Prominently debated since the ‘70s, the same-sex marriage debate has steamrolled in the last decade with legalizations across the world including England, Canada, and New Zealand.
What do they all have in common? Well, as countries they were unified in their legalization of same-sex marriages. Something the US and Australia are struggling to do.
On the other side of the world, 100 New Zealand same sex couples tied the knot since it was legalized in April this year.
The same cannot be said for the US and Australia, where federal changes to marriage laws are being held up by their states and potentially the capitol territory in the case of Australia.
Fourteen states and Washington, DC have legalized same marriage. Meanwhile for Australia it is just the Australian Capital Territory (ACT) — their equivalent of the American capitol — and even their lone allowance for marriage equality is under fire by the Australian federal government. The first state to allow same sex marriage in the US was Massachusetts in 2003.
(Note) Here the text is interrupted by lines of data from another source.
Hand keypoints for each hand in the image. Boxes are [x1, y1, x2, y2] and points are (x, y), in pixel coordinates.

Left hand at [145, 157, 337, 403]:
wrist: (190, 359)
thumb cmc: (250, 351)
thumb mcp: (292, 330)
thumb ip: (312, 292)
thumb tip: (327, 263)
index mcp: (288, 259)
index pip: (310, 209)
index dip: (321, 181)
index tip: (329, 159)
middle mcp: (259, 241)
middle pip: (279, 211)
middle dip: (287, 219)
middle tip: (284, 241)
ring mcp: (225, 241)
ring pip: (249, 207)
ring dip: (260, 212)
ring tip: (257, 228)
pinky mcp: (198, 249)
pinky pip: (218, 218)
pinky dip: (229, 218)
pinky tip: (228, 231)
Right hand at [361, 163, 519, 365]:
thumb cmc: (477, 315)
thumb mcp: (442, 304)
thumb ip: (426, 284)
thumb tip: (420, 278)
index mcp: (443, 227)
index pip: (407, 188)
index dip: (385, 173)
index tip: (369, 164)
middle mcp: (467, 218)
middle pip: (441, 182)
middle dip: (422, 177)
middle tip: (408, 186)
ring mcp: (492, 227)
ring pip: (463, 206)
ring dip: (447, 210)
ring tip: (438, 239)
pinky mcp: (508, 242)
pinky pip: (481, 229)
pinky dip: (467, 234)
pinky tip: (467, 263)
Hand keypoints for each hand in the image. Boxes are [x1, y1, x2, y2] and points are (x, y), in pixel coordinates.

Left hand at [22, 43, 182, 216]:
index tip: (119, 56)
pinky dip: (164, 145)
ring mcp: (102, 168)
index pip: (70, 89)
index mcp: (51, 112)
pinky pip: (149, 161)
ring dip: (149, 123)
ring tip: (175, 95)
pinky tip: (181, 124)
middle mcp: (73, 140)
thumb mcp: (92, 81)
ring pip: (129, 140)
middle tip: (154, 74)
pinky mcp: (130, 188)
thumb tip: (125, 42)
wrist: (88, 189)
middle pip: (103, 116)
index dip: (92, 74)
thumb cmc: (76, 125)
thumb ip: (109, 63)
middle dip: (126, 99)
According to Richard Carlbom, director of state campaigns for Freedom to Marry, there are three possible paths in securing this legalization.
“We saw successful ballot measures in Maine, Washington, and Maryland in 2012,” he tells BTR.
Changes to state legislation and litigations through courts of law are also used, he says. The legalization of same sex marriage in Massachusetts was achieved through court order and similarly, last month the same was done in New Jersey.
One of the greater victories in the campaign for equal opportunity to marry, according to Calborm, occurred in June when the US Supreme Court struck down clause three of the Defense of Marriage Act (DOMA).
“This means that if a same-sex couple gets married in New Jersey where it is now that legal and then they travel to a state that doesn’t have the freedom to marry like Florida, that couple can still get some federal freedoms like immigration status for a spouse or federal health care benefits.”
“Anytime we can increase the presence and support for same-sex couples who are legally married, no matter the state, the more we create a climate of national resolution,” he explains.
While the US federal government does not have complete control over how states define marriage, only allowing states to legalize it on their own, in Australia it is a different story. This might explain why changes to federal laws on marriage are moving slightly faster in the US.
“Marriage is deemed in the Constitution to come under the jurisdiction of the federal government in Australia,” explains Christine Forster, a member of the City of Sydney Council and advocate for marriage equality.
“The states and territories such as New South Wales, Tasmania, and the Australian Capital Territory, which have introduced their own Acts, are trying to circumvent that restriction by legislating specifically for same-sex marriage,” she tells BTR.
In layman’s terms, they are trying to bypass federal law on marriage by independently creating their own legislation on same sex marriage.
An issue that is close to home for Christine Forster, as she hopes to one day marry her girlfriend-now-fiancée of four years, Virginia under federal law some day. Ironically, her brother is the Australian Prime Minister Tony Abbott who is seeking to prevent it.
Since the ACT became the first jurisdiction in Australia to allow gay marriage, the legislation will come into effect this week. However, marriages cannot begin until next month as part of the one month notice of intent clause.
This has outraged the Australian government led by Abbott, as it is inconsistent with federal law. They will be challenging the Marriage Equality (Same Sex) Act in Australia’s High Court next month.
Current Australia federal law defines marriage as “the union of a man and a woman to the exclusion of all others, voluntarily entered into for life,” in an amendment made by the administration under Prime Minister John Howard in 2004.
“We’ve decided to insert this into the Marriage Act to make it very plain that that is our view of a marriage and to also make it very plain that the definition of a marriage is something that should rest in the hands ultimately of the parliament of the nation,” Prime Minister Howard said upon passing the law seven nine years ago.
The constitutional challenge currently before the Australian High Court could lead to the nation voting to change how the nation defines marriage if they rule in favor of the ACT’s Marriage Equality (Same Sex) Act.
“In order to achieve marriage equality in Australia, however, we need to have reform of the federal Marriage Act, and we are still a long way off that happening, unfortunately,” Forster says.